Some of us have read the complaints of accused criminals who have been “lit up” by corrections officers in jails or brutalized in prison. And it's not difficult to find accounts of similar treatment inflicted on illegal aliens held in ICE detention facilities (the most notorious of which was built with the help of illegal immigrant labor, of course).
But, hey – the perps had it coming, right? And why should we be upset if some border-jumper gets roughed up a bit? After all, isn't that how things are done al otro lado de la frontera?
Hearts unmoved by such cases tend to melt at the spectacle of a slender, helpless woman shrieking in fear and impotent rage as she is pinned down and violently disrobed by skinheads wearing the uniform of Ohio's Stark County Sheriff's Department.
Don't get me wrong: The outrage over the sexual violation of Ohio resident Hope Steffey, who was arrested, assaulted by police, strip-searched, and left naked in a cell for six hours, is eminently justified.
In fact, I earnestly hope that there will be much more outrage, that it goes thermonuclear, and that its radiating consequences include not only criminal charges against the simians in uniform who violated Hope, but also a dramatic increase in public curiosity about the routine sadism, perversion, and abuse that typify America's prison-industrial complex.

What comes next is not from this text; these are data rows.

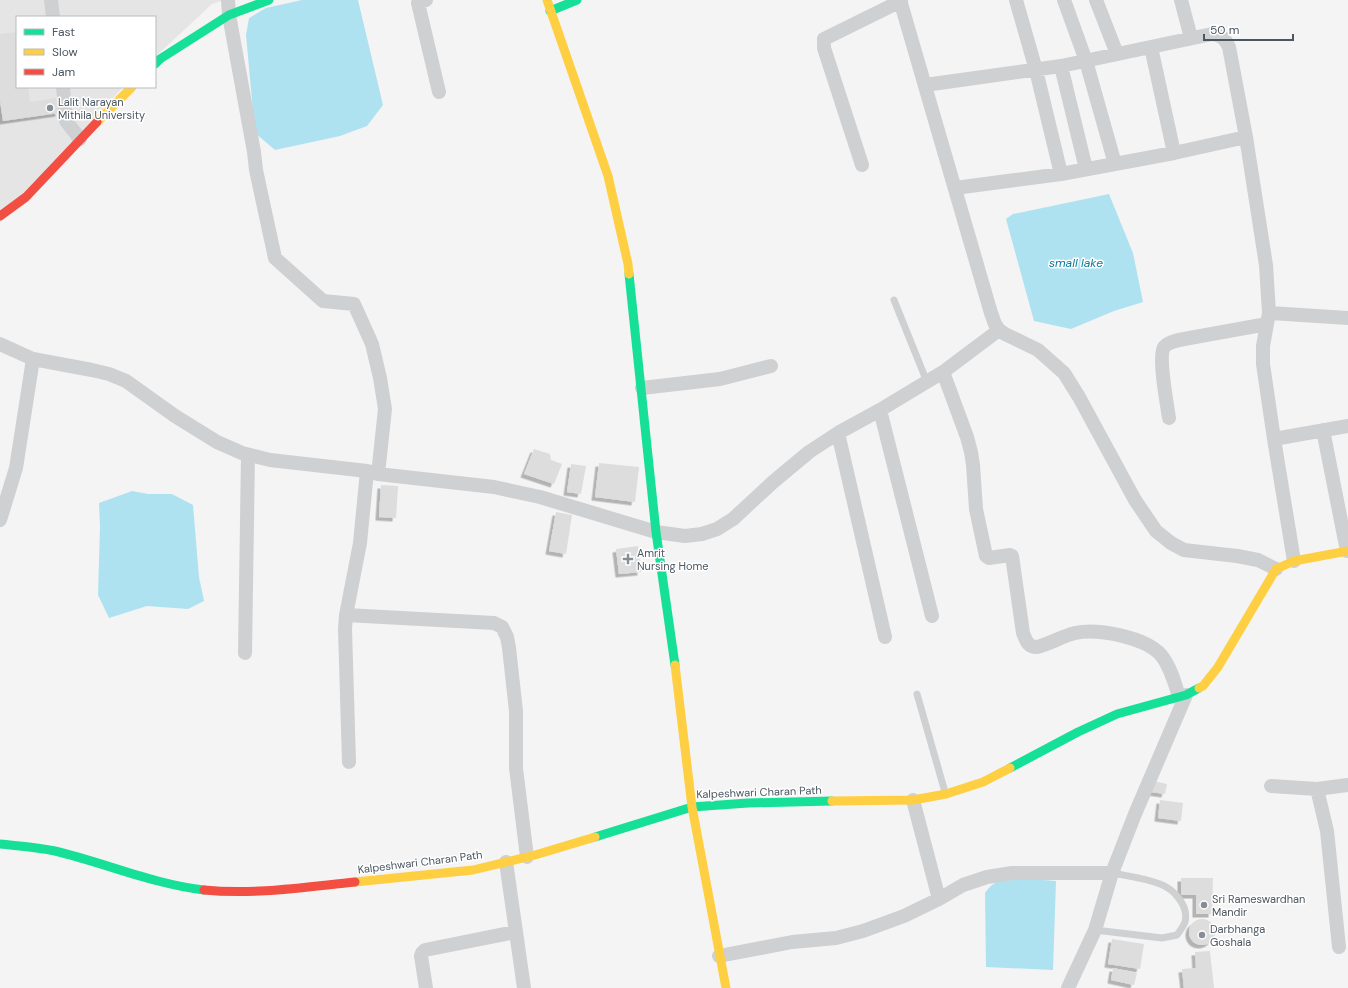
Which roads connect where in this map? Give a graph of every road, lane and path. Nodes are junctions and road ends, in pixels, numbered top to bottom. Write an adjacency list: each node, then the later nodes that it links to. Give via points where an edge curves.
1 (51, 0): 14 (street)
2 (228, 0): 13 (street)
3 (269, 0): 13 (street)
4 (426, 0): 25 (street, via 418,3)
5 (546, 0): 12 (street)
6 (578, 0): 12 (street)
7 (1016, 0): 21 (street)
8 (1064, 0): 18 (street)
9 (1096, 0): 17 (street)
10 (1181, 0): 15 (street)
11 (900, 1): 22 (street); 30 (street, via 824,39 824,48)
12 (550, 11): 44 (street, via 608,176 628,264)
13 (230, 15): 19 (street); 52 (street, via 256,170 275,258 324,301 354,304 372,344 385,409)
14 (53, 16)
15 (1191, 38): 16 (street); 26 (street, via 1219,34 1225,39 1229,47)
16 (1151, 47): 17 (street); 28 (street)
17 (1117, 54): 18 (street)
18 (1086, 60): 20 (street); 29 (street)
19 (156, 63)
20 (1061, 66): 21 (street); 31 (street)
21 (1036, 70): 22 (street); 32 (street)
22 (925, 85): 33 (street)
23 (62, 88): 27 (street, via 66,121)
24 (131, 88): 27 (street)
25 (439, 92)
26 (1246, 137): 28 (street); 37 (street, via 1266,264)
27 (80, 140): 34 (street, via 26,197)
28 (1174, 153): 29 (street)
29 (1115, 164): 31 (street)
30 (862, 165)
31 (1086, 169): 32 (street)
32 (1061, 174): 33 (street)
33 (954, 188): 38 (street, via 990,313)
34 (0, 216)
35 (894, 300): 43 (lane)
36 (1348, 318): 37 (street)
37 (1268, 319): 46 (street, via 1165,346 1162,366); 50 (street, via 1263,364)
38 (999, 330): 42 (street); 57 (street, via 1038,350 1064,373 1135,500 1156,531 1184,550 1258,560)
39 (0, 344): 40 (street)
40 (33, 359): 51 (street, via 109,374 126,381 217,442); 53 (street, via 16,468)
41 (771, 366): 44 (street, via 720,379)
42 (943, 372): 43 (street); 63 (street, via 971,452 976,510 986,556 1012,556 1023,633 1027,642 1037,647 1081,632 1114,634 1138,640 1152,647 1166,662)
43 (927, 382): 45 (street)
44 (642, 388): 54 (street)
45 (880, 410): 49 (street); 59 (street)
46 (1169, 418)
47 (1348, 426): 48 (street)
48 (1323, 430): 50 (street); 55 (street)
49 (838, 433): 54 (street, via 809,452 733,519 717,529 685,536); 60 (street)
50 (1274, 439): 56 (street)
51 (248, 455): 52 (street); 61 (street)
52 (373, 473): 54 (street, via 494,487 540,497); 58 (street)
53 (0, 520)
54 (656, 532): 70 (street)
55 (1347, 551): 56 (street)
56 (1294, 561): 57 (street)
57 (1276, 569): 63 (street, Kalpeshwari Charan Path, via 1218,668 1203,686)
58 (346, 615): 64 (street, via 344,643); 72 (street, via 494,623 502,627 510,648 516,711 516,768)
59 (932, 616)
60 (885, 637)
61 (245, 653)
62 (917, 694): 68 (lane)
63 (1183, 696): 68 (street, Kalpeshwari Charan Path, via 1117,714 983,782); 74 (street)
64 (349, 762)
65 (1348, 785): 67 (street)
66 (1271, 786): 67 (street)
67 (1317, 789): 78 (street, via 1328,831)
68 (946, 794): 69 (street, Kalpeshwari Charan Path)
69 (913, 800): 70 (street, Kalpeshwari Charan Path, via 748,803); 75 (street)
70 (692, 807): 72 (street, Kalpeshwari Charan Path); 79 (street)
71 (0, 844): 73 (street, Kalpeshwari Charan Path, via 54,850 151,879 190,888 224,892 255,892 466,871)
72 (527, 857): 73 (street, Kalpeshwari Charan Path)
73 (506, 862): 77 (street)
74 (1112, 873): 75 (street, via 1012,872 964,885); 76 (street); 76 (lane, via 1168,887 1185,910 1185,922 1177,935 1162,938)
75 (939, 900): 79 (street, via 904,916 836,938 792,942)
76 (1095, 930): 83 (street)
77 (515, 932): 80 (street, via 425,950 421,956); 81 (street)
78 (1340, 947)
79 (719, 956): 82 (street)
80 (426, 988)
81 (524, 988)
82 (726, 988)
83 (1068, 988)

It must be understood that what happened to Hope – who was arrested after suffering an assault and calling the police for help – is uncommon only in that the abuse she suffered was inflicted on an uncommonly telegenic and sympathetic victim. Fury over her experience in jail is coupled with outrage that this woman could begin the night as the victim of a private assault and end it as a victim of sexual molestation and battery under color of authority. And she was taken to jail on the flimsiest of pretexts, being arrested for resisting arrest – a tautological police tactic that is becoming increasingly common.
But what we have to remember is that Hope's evening from hell is not that unusual. In fact, her case isn't even unique for Ohio's Stark County jail system.
Last August, three teenage girls from Canton, Ohio filed suit against the Multi-County Juvenile Attention Center after a “scared straight” experience turned into a festival of sexual assault and humiliation.
In April of last year, the girls were charged with “criminal trespass on a public sidewalk” -- a charge as contrived as an arrest for resisting arrest – as a result of a fight that involved several other teenagers. The girls insist that they were innocent bystanders, a predictable claim that has the merit of being legally true: Rather than going to court, the girls agreed to perform 20 hours of “community service,” attend school dutifully, and take a 15-minute “walk-through” of the juvenile “Attention Center.”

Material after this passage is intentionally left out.